Currently all Walt Disney Treasures DVDs are out of print, and copies in good condition are often resold on sites like eBay and Amazon for extremely high prices.

==Release history==
Walt Disney Treasures: Wave One — December 4, 2001
- Mickey Mouse in Living Color
- Silly Symphonies
- Disneyland, USA
- Davy Crockett
Walt Disney Treasures: Wave Two — December 3, 2002
- Mickey Mouse in Black and White
- The Complete Goofy
- Behind the Scenes at the Walt Disney Studio
Walt Disney Treasures: Wave Three — May 18, 2004
- Mickey Mouse in Living Color, Volume Two
- The Chronological Donald, Volume One
- Walt Disney on the Front Lines
- Tomorrow Land
Walt Disney Treasures: Wave Four — December 7, 2004
- Mickey Mouse in Black and White, Volume Two
- The Complete Pluto, Volume One
- The Mickey Mouse Club
Walt Disney Treasures: Wave Five — December 6, 2005
- The Chronological Donald, Volume Two
- Disney Rarities: Celebrated Shorts: 1920s–1960s
- The Adventures of Spin & Marty (The Mickey Mouse Club)
- Elfego Baca and The Swamp Fox: Legendary Heroes
Walt Disney Treasures: Wave Six — December 19, 2006
- More Silly Symphonies
- The Complete Pluto, Volume Two
- The Hardy Boys: The Mystery of the Applegate Treasure
- Your Host, Walt Disney
Walt Disney Treasures: Wave Seven — December 11, 2007
- The Chronological Donald, Volume Three
- The Adventures of Oswald the Lucky Rabbit
- Disneyland: Secrets, Stories and Magic
Walt Disney Treasures: Wave Eight — November 11, 2008
- The Chronological Donald, Volume Four
- Dr. Syn: The Scarecrow of Romney Marsh
- Mickey Mouse Club Presents: Annette
Walt Disney Treasures: Wave Nine — November 3, 2009
- Zorro: The Complete First Season
- Zorro: The Complete Second Season

==Comic album line==
In 2006, Gemstone Publishing published the first of two Walt Disney Treasures comic albums: Disney Comics: 75 Years of Innovation, reprinting approximately 160 pages of vintage international comics in chronological order. Much like the DVD releases, the comic album featured some politically incorrect stories in unedited form, accompanied by an article to put them in historical context. The comic album also featured a cover designed to look much like the DVD series' cases.

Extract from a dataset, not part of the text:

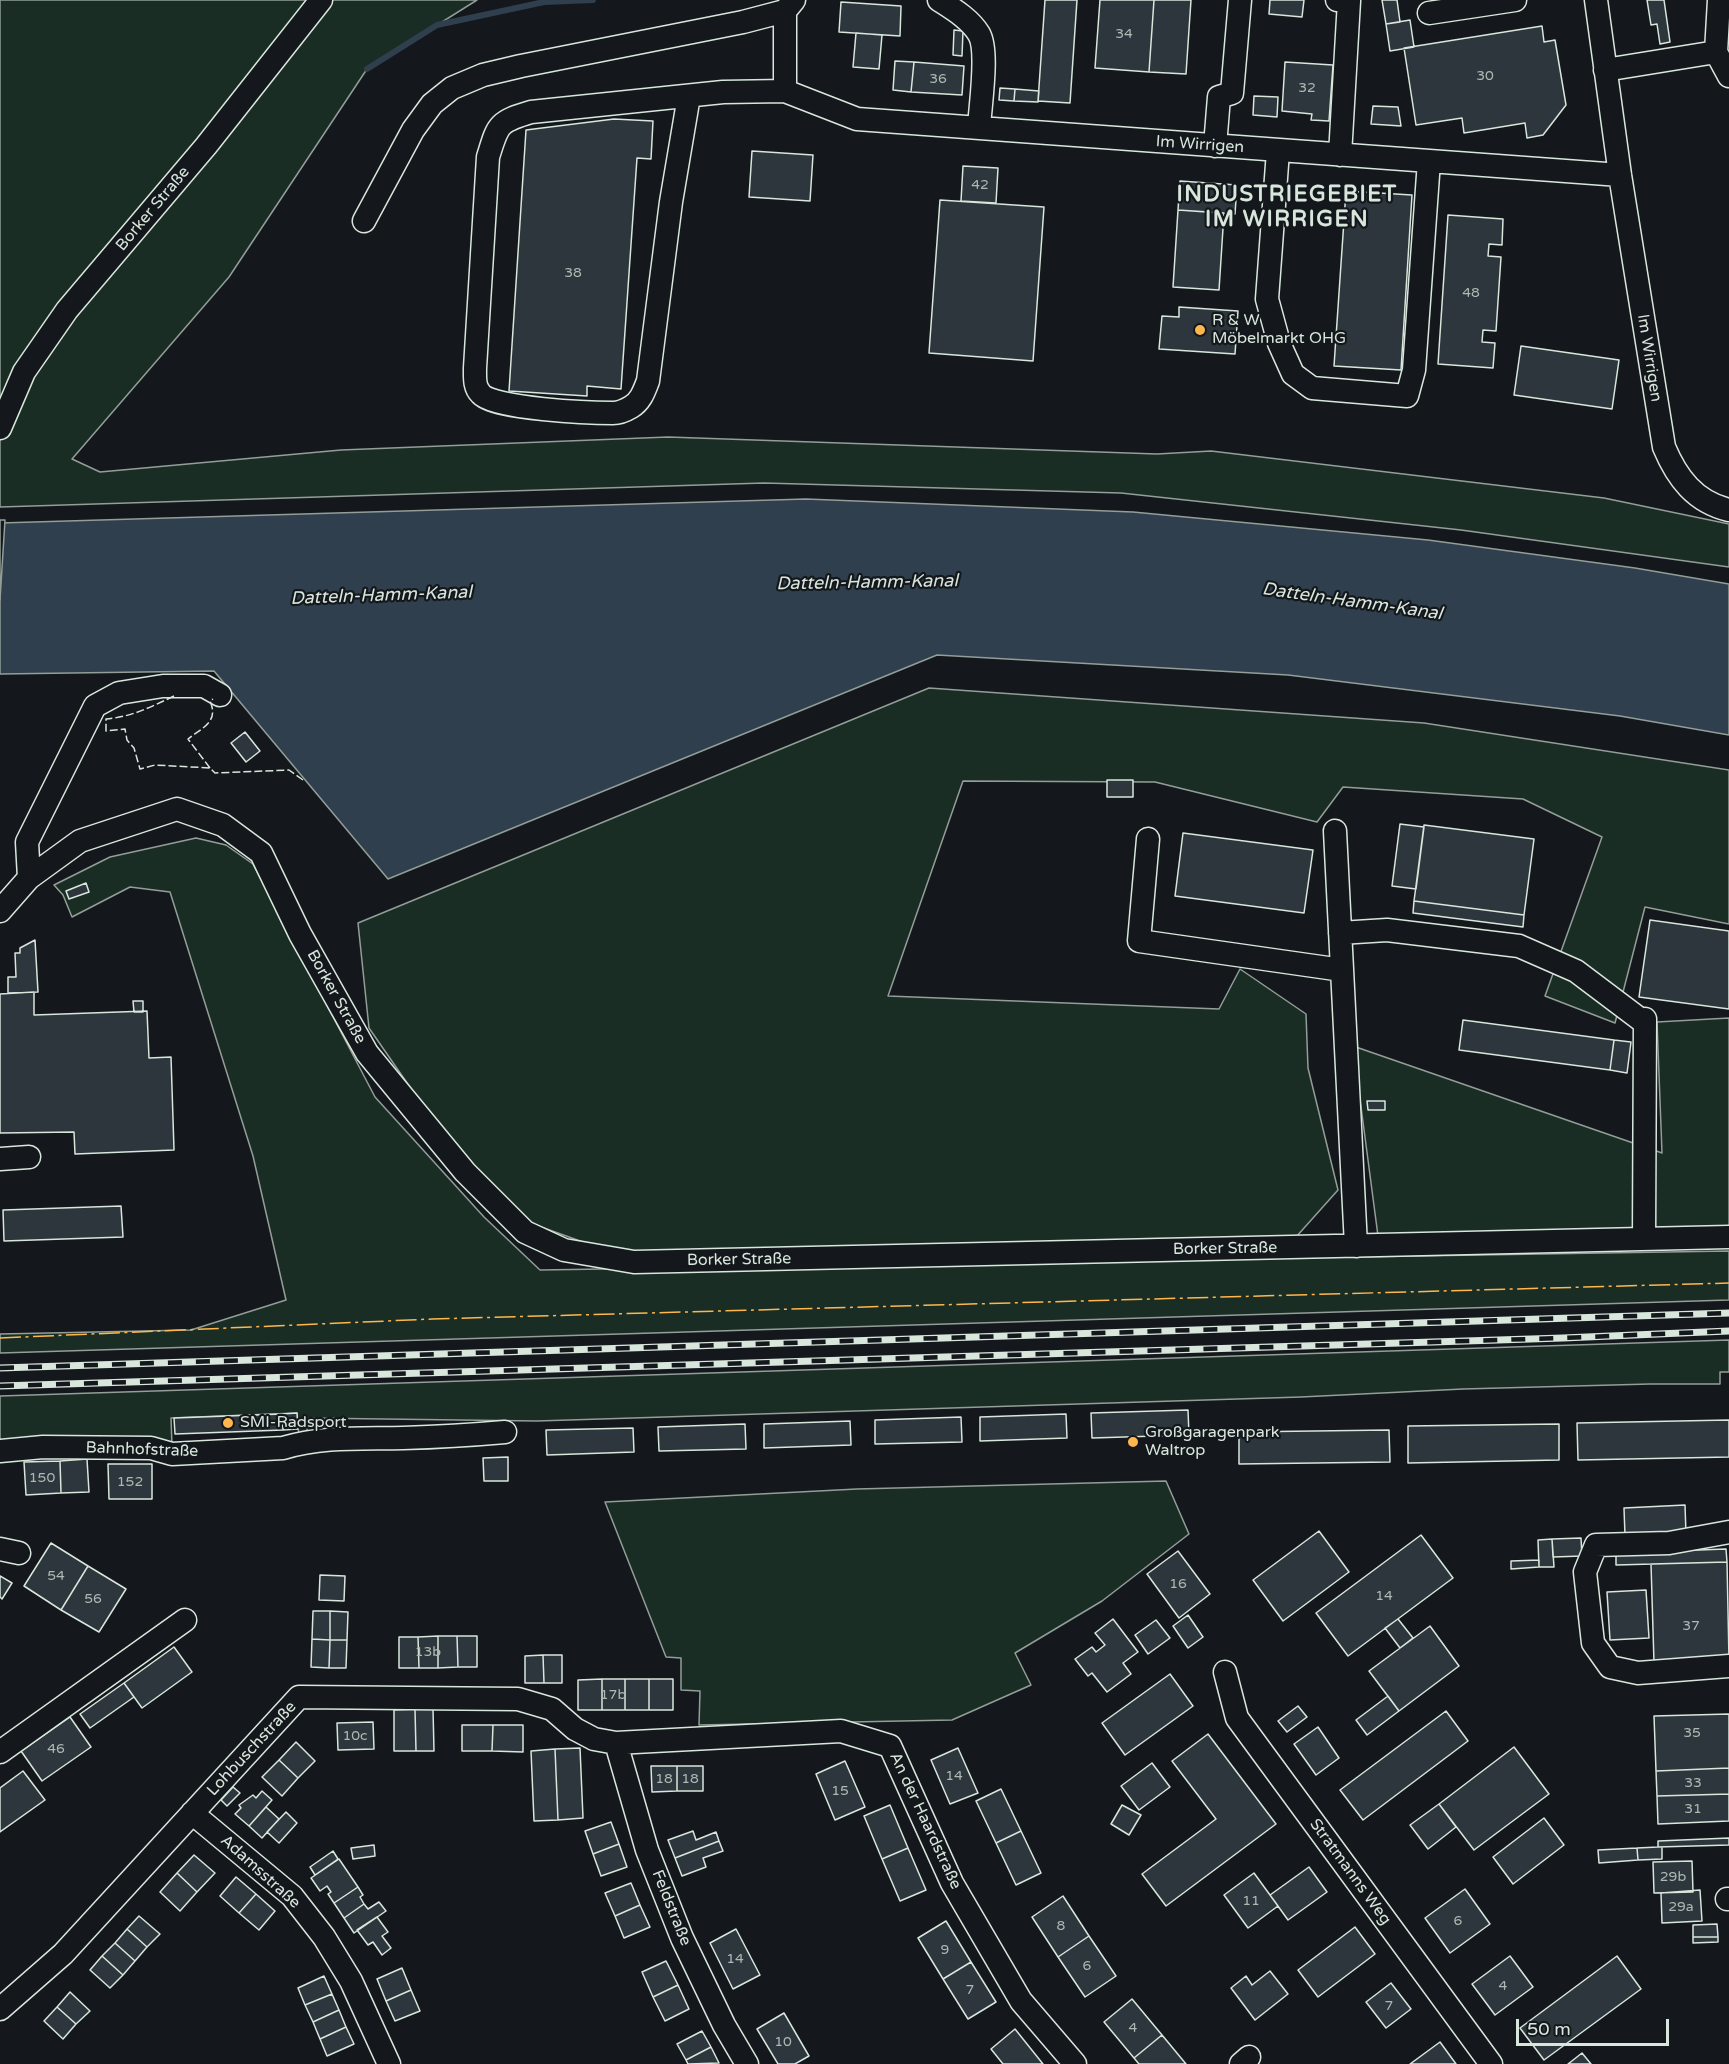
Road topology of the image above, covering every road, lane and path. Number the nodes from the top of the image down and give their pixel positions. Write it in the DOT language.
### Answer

In 2008, Gemstone published the second Treasures comic album: Uncle Scrooge: A Little Something Special, featuring various Scrooge comics from over the years.

Two more Treasures comic albums were announced for 2009, with the titles: Mickey Mouse: In Death Valley and Donald Duck: 75 Unlucky Years. Due to the cessation of Gemstone's Disney comics license, these albums never came out in the Treasures series.